For some time, I have had trouble separating apple butter and applesauce in my mind. Both are made of apples and both provide boosts of exceptional fall flavor to my palate, yet I have never been quite sure where to draw the line.
I have only ever had apple butter in Pennsylvania Dutch Country, where apple butter is regionally famous. Since then, apple butter has always been a thing that I find at farmers’ markets or artisanal shops. Applesauce, on the other hand, has always been readily available pretty much anywhere from gas stations to bodegas to supermarkets. Because of this, I assumed that apple butter was a regional food or perhaps a more rugged cousin to applesauce, like thick versus thinly cut bacon.
Ignorance, however, is not an excuse. Plus, while I know many different uses for applesauce, my Thanksgiving and Christmas tables are only going to be more interesting with more knowledge. So, what is the real difference here?
Applesauce is a semi-solid food typically made from apples, a liquid (apple juice, cider, water, and/or vinegar), spices, as well as added sugar (optional). The combination is cooked down until the apples soften so it can be mashed or pureed and the cooking time ranges from less than an hour to a couple hours.
Apple butter contains no butter but it is a dense “spread” typically made from apples, a liquid (apple juice and/or cider), sugar, and spices. The combination is cooked down so that natural and/or added sugar caramelizes into a thick jam-like spread. In order to successfully caramelize, recipes usually require cooking slowly over low heat for several hours or a couple days.
Applesauce ranges from a yellow chartreuse to box brown. Due to the caramelization and ingredients, apple butter comes in shades of brown or deep red.
Applesauce is generally accepted as a European food that originated in the 1700s.
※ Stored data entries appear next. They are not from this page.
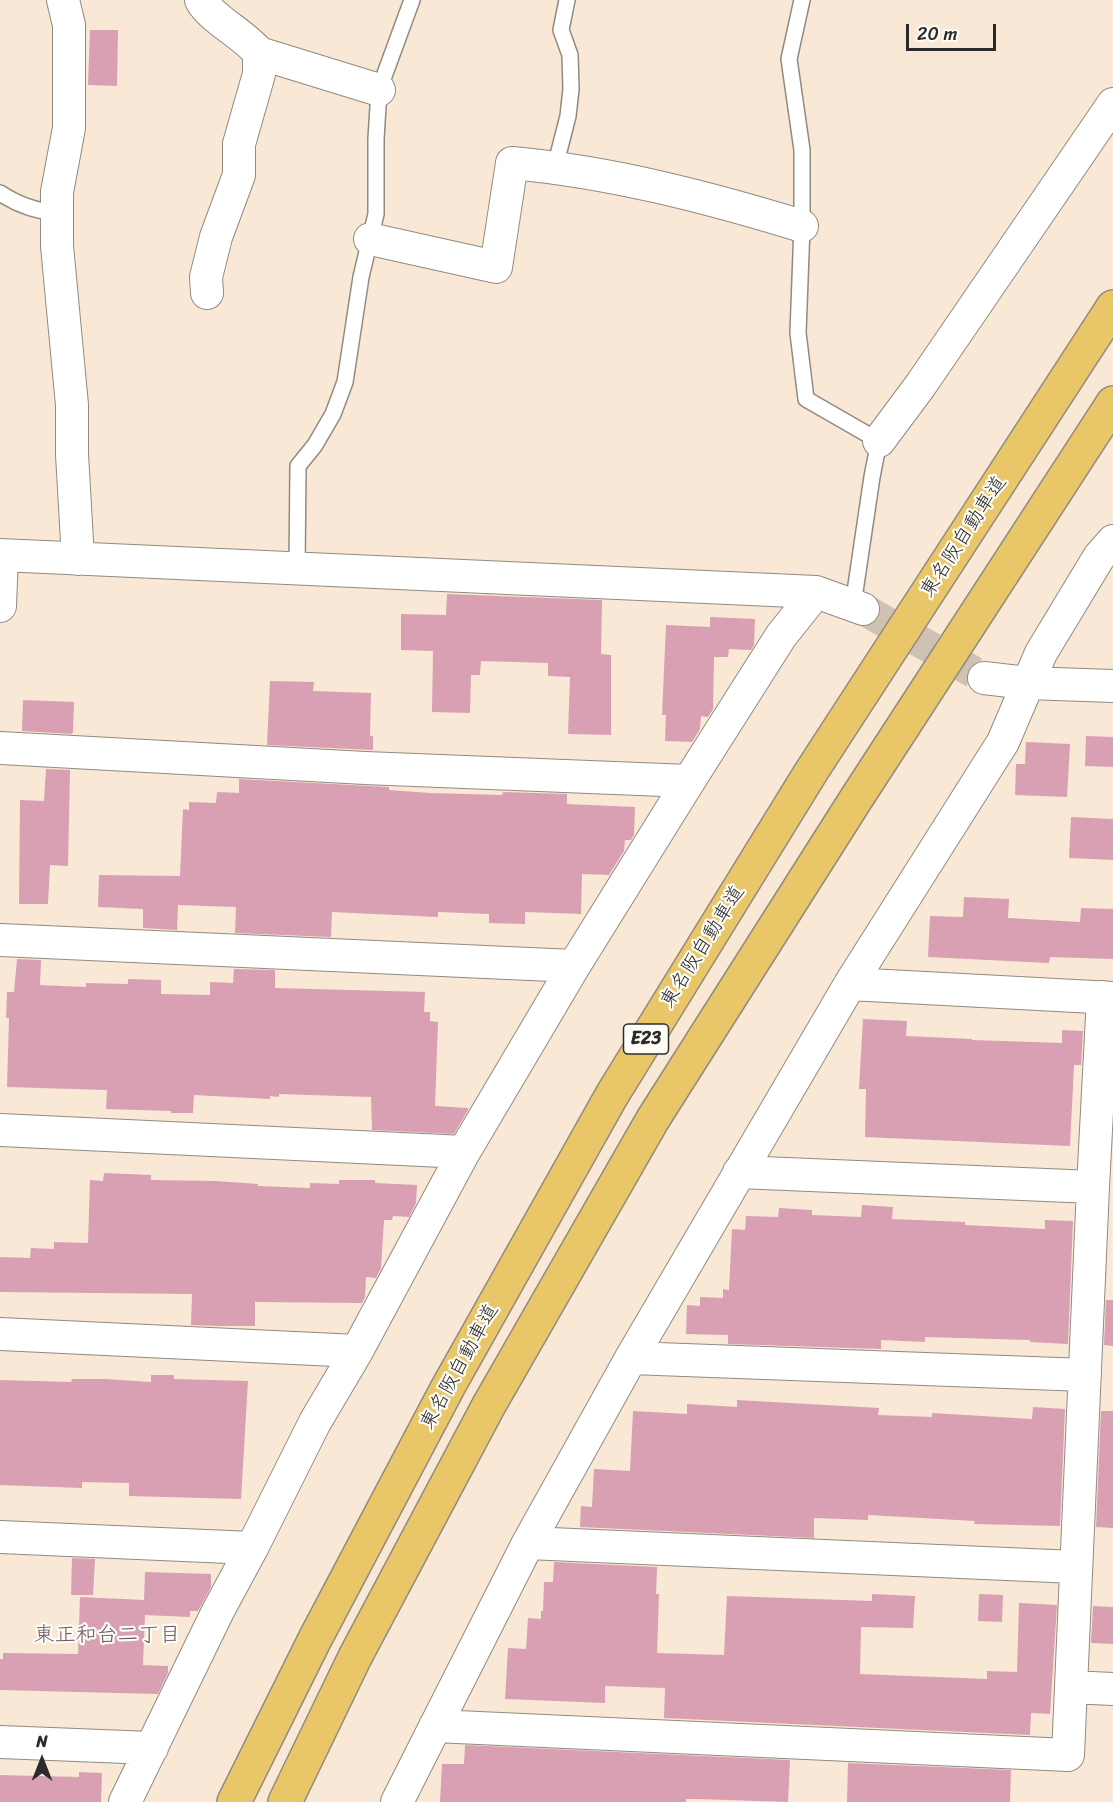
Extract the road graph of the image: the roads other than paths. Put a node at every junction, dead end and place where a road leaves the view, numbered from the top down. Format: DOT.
graph roads {
  1 [pos="63,0"];
  2 [pos="201,0"];
  3 [pos="412,0"];
  4 [pos="567,0"];
  5 [pos="802,0"];
  6 [pos="260,53"];
  7 [pos="379,90"];
  8 [pos="1113,105"];
  9 [pos="555,167"];
  10 [pos="0,193"];
  11 [pos="57,213"];
  12 [pos="802,226"];
  13 [pos="370,239"];
  14 [pos="207,293"];
  15 [pos="1113,307"];
  16 [pos="1113,403"];
  17 [pos="879,441"];
  18 [pos="1108,552"];
  19 [pos="1,555"];
  20 [pos="78,559"];
  21 [pos="297,569"];
  22 [pos="816,592"];
  23 [pos="0,606"];
  24 [pos="858,607"];
  25 [pos="984,678"];
  26 [pos="1027,683"];
  27 [pos="1113,686"];
  28 [pos="0,748"];
  29 [pos="689,781"];
  30 [pos="0,940"];
  31 [pos="574,966"];
  32 [pos="850,984"];
  33 [pos="1108,997"];
  34 [pos="0,1130"];
  35 [pos="464,1152"];
  36 [pos="739,1172"];
  37 [pos="1093,1187"];
  38 [pos="0,1334"];
  39 [pos="357,1351"];
  40 [pos="631,1358"];
  41 [pos="1085,1375"];
  42 [pos="0,1537"];
  43 [pos="528,1543"];
  44 [pos="252,1548"];
  45 [pos="1075,1567"];
  46 [pos="1071,1687"];
  47 [pos="1113,1689"];
  48 [pos="435,1726"];
  49 [pos="0,1742"];
  50 [pos="152,1748"];
  51 [pos="125,1802"];
  52 [pos="234,1802"];
  53 [pos="285,1802"];
  54 [pos="397,1802"];
  1 -- 11 [label="street"];
  2 -- 6 [label="street"];
  3 -- 7 [label="lane"];
  4 -- 9 [label="lane"];
  5 -- 12 [label="lane"];
  6 -- 7 [label="street"];
  6 -- 14 [label="street"];
  7 -- 13 [label="lane"];
  8 -- 17 [label="street"];
  9 -- 12 [label="street"];
  9 -- 13 [label="street"];
  10 -- 11 [label="lane"];
  11 -- 20 [label="street"];
  12 -- 17 [label="lane"];
  13 -- 21 [label="lane"];
  15 -- 52 [label="highway, 東名阪自動車道 / E23"];
  16 -- 53 [label="highway, E23"];
  17 -- 24 [label="lane"];
  18 -- 26 [label="street"];
  19 -- 20 [label="street"];
  19 -- 23 [label="street"];
  20 -- 21 [label="street"];
  21 -- 22 [label="street"];
  22 -- 24 [label="street"];
  22 -- 29 [label="street"];
  25 -- 26 [label="street"];
  26 -- 27 [label="street"];
  26 -- 32 [label="street"];
  28 -- 29 [label="street"];
  29 -- 31 [label="street"];
  30 -- 31 [label="street"];
  31 -- 35 [label="street"];
  32 -- 33 [label="street"];
  32 -- 36 [label="street"];
  33 -- 37 [label="street"];
  34 -- 35 [label="street"];
  35 -- 39 [label="street"];
  36 -- 37 [label="street"];
  36 -- 40 [label="street"];
  37 -- 41 [label="street"];
  38 -- 39 [label="street"];
  39 -- 44 [label="street"];
  40 -- 41 [label="street"];
  40 -- 43 [label="street"];
  41 -- 45 [label="street"];
  42 -- 44 [label="street"];
  43 -- 45 [label="street"];
  43 -- 48 [label="street"];
  44 -- 50 [label="street"];
  45 -- 46 [label="street"];
  46 -- 47 [label="street"];
  46 -- 48 [label="street"];
  48 -- 54 [label="street"];
  49 -- 50 [label="street"];
  50 -- 51 [label="street"];
}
It was a convenient way to preserve the life of apples and it paired well with sweet and savory foods.
Apple butter dates back to medieval times and is more regionally specific to Belgium, Germany, and Holland. This may explain why the Pennsylvania Dutch love it so much. The age of the dish also explains why the preparation process takes so much longer.
Applesauce is lighter due to the higher water content. Even if it is chunky, it does not have the same buttery or jam-like consistency as apple butter. Instead, it will be lighter and fluffier.
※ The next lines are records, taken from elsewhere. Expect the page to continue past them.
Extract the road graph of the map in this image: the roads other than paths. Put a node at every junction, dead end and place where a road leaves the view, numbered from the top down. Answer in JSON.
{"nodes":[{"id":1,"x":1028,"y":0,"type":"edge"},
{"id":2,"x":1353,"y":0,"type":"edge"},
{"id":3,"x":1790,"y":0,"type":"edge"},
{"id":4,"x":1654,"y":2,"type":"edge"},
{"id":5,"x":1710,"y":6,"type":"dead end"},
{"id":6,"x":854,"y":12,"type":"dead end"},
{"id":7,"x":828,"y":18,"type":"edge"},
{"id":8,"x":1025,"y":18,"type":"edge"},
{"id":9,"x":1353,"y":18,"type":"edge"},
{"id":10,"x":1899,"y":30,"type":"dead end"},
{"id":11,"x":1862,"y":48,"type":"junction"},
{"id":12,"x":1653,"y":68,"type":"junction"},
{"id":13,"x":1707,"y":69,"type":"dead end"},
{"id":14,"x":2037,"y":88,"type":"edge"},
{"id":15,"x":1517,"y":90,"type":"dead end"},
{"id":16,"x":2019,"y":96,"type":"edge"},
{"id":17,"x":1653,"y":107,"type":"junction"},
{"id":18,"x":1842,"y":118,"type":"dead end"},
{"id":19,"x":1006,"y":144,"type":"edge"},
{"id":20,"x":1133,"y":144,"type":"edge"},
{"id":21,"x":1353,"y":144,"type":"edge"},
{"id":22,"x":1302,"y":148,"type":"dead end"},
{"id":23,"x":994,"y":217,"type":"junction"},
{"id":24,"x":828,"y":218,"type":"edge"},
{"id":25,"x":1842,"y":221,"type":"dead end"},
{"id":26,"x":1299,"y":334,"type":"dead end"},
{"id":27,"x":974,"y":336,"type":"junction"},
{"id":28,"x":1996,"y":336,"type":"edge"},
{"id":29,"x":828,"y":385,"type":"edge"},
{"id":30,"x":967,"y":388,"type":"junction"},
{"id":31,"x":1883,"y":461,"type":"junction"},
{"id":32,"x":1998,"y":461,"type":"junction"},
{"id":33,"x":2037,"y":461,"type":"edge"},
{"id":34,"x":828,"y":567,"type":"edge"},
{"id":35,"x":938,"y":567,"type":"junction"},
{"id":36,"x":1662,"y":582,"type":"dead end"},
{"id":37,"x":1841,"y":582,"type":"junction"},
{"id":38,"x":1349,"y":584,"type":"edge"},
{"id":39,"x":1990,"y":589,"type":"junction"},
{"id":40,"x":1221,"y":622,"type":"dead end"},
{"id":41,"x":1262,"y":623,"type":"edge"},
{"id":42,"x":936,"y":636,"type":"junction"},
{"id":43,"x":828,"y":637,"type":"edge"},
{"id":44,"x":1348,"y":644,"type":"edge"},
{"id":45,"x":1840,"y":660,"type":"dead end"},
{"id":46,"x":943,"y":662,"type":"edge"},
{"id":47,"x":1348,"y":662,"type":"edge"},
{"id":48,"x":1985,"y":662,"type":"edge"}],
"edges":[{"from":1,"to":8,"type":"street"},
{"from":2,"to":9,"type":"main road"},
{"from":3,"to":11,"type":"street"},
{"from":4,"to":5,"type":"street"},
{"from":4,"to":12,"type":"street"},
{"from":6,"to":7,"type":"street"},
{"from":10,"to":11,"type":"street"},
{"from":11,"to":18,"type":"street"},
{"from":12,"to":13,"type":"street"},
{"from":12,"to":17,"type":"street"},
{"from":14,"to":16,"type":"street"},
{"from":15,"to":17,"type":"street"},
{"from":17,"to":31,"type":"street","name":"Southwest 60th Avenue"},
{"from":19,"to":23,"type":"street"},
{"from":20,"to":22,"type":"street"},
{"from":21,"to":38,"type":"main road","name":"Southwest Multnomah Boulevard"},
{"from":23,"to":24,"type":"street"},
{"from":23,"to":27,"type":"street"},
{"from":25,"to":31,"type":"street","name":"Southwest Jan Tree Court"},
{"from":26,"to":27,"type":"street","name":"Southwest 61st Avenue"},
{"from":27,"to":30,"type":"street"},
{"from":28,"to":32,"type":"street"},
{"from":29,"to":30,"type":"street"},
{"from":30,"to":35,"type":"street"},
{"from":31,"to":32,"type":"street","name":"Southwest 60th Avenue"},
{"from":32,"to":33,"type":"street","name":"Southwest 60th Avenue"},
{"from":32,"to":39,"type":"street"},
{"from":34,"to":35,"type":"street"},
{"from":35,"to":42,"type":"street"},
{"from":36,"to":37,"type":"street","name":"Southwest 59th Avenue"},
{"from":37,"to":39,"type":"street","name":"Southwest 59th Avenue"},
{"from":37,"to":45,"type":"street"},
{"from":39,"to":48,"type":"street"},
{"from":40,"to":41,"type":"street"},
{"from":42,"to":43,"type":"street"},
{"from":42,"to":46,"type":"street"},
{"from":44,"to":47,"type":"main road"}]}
Since Apple butter is a spread, it is closer to a jam than a sauce. Yet, the consistency can range. Some come as more of a jam and others – especially when served warm – have a dense sauce-like consistency that seems to melt as it get’s hotter.
Why? Apples naturally have pectin in their skin and fruit. As you cook them, the pectin releases and acts as a gelling agent. Applesauce has a shorter release time, so it is mostly mashed cooked apple with a little bit of jelly. Apple butter allows the process to mature, so it turns over into a jelly spread or “butter”.
There is quite a range of flavors that you can experience in both applesauce and apple butter as they tend to use similar spices with varying intensity.
Applesauce is lighter and brighter, so it should be lightly spiced. Allspice, cinnamon, and nutmeg are typical additions but this should not overpower the bright flavors in the applesauce unless you are making a strong choice that most children (frequent applesauce connoisseurs) will thoroughly detest. Choose wisely.
Apple butter is more concentrated, so it is darker and deeper in flavor. It contains more sugar, the same basic spices, as well as stronger spices like clove, vanilla, and ginger. Cooking the spices longer means that the flavors mix-in and become more intense. The stronger flavors make the apple butter a better pairing for potent cheeses and earthy breads.
Applesauce, in America, is mainly a dessert and condiment. As we are a cultural melting pot, we add applesauce to desserts like the French, eat it with pork like the British, eat it with potato pancakes like the Germans, or just eat it as a snack alone or with bread because it is simply yummy. Apple butter, on the other hand, is mainly used as a condiment for meat, bread, and cheese.
Because they are both condiments, the two frequently overlap as food pairings and can also marinate meat. Additionally, when baking, both can be used as substitutes for oil, eggs, and butter.
By now, we can see that the two are indeed variations on a theme. The theme being apple and the variations are depth of taste, color, and intensity. While they are more similar than they are different, their consistencies prevent them being used as interchangeable ingredients. Yet, with what I learned here, I am eager to break with tradition and try some apple buttered pork or apple butter pie this year. Who’s with me?